What the task requires:
Each entry is to be reproduced verbatim, and images are to be omitted.

Data extract:
▽

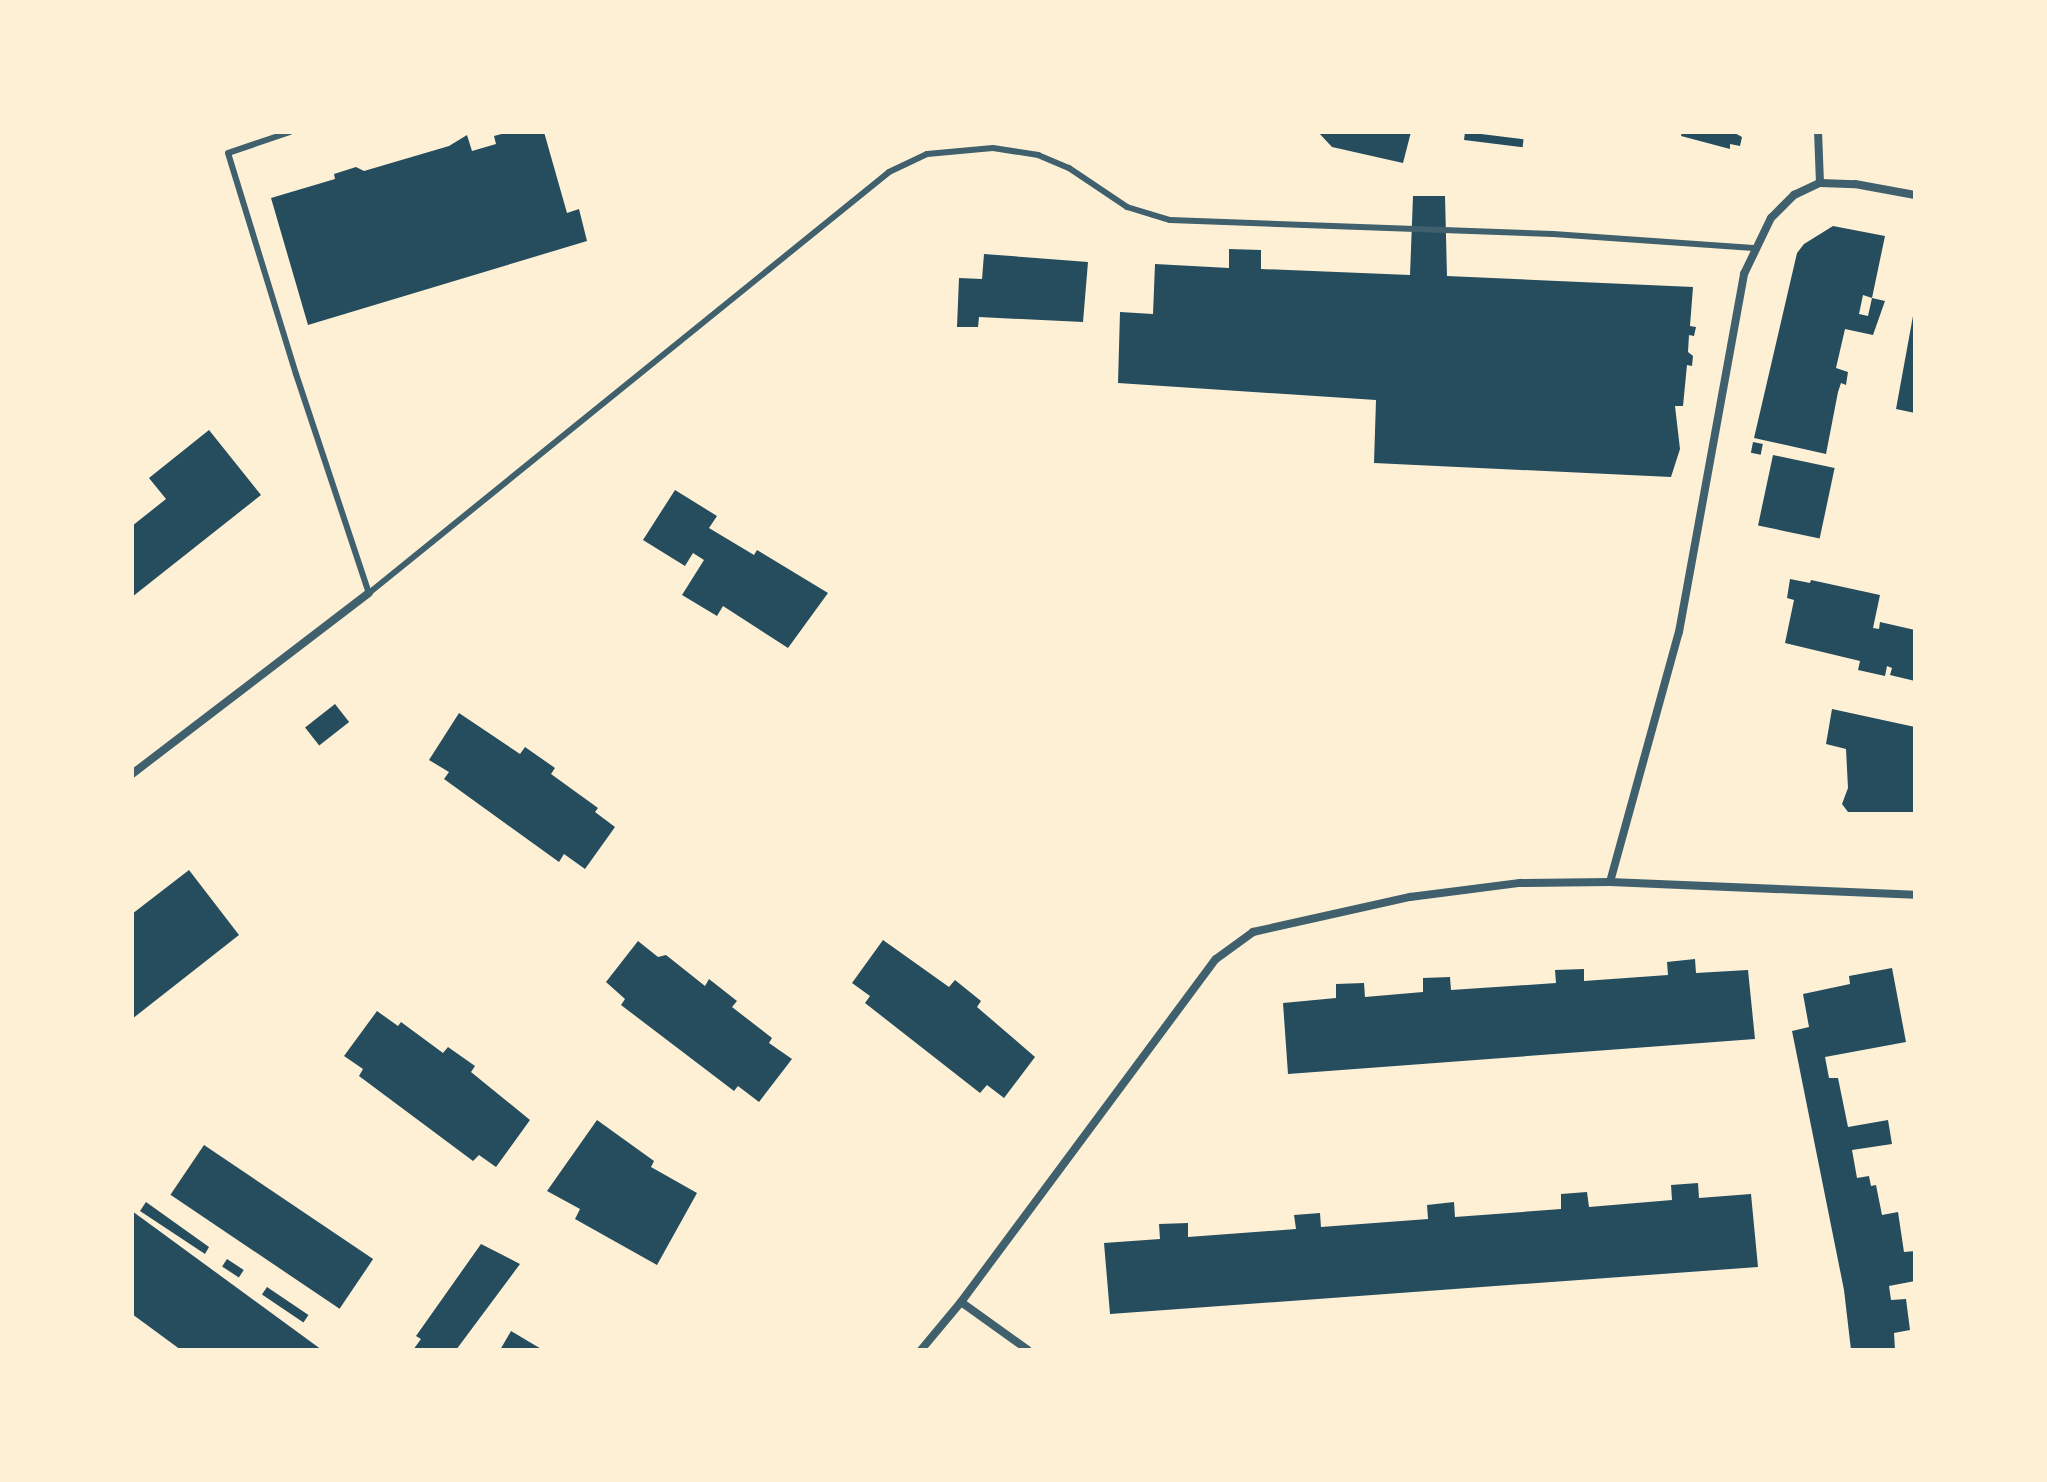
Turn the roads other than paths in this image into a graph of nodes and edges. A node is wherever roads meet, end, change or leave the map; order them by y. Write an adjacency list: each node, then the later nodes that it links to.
1 (290, 132): 6 (lane)
2 (1818, 132): 3 (street)
3 (1820, 183): 4 (street); 5 (street)
4 (1915, 195)
5 (1754, 248): 6 (lane); 8 (street)
6 (369, 593): 7 (street)
7 (132, 774)
8 (1610, 882): 9 (street); 11 (street)
9 (1911, 896): 10 (street)
10 (1915, 904)
11 (961, 1302): 12 (street); 13 (street)
12 (921, 1350)
13 (1028, 1350)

△

Output for this task:
Turn the roads other than paths in this image into a graph of nodes and edges. A node is wherever roads meet, end, change or leave the map; order them by y. Write an adjacency list: each node, then the later nodes that it links to.
1 (290, 132): 6 (lane)
2 (1818, 132): 3 (street)
3 (1820, 183): 4 (street); 5 (street)
4 (1915, 195)
5 (1754, 248): 6 (lane); 8 (street)
6 (369, 593): 7 (street)
7 (132, 774)
8 (1610, 882): 9 (street); 11 (street)
9 (1911, 896): 10 (street)
10 (1915, 904)
11 (961, 1302): 12 (street); 13 (street)
12 (921, 1350)
13 (1028, 1350)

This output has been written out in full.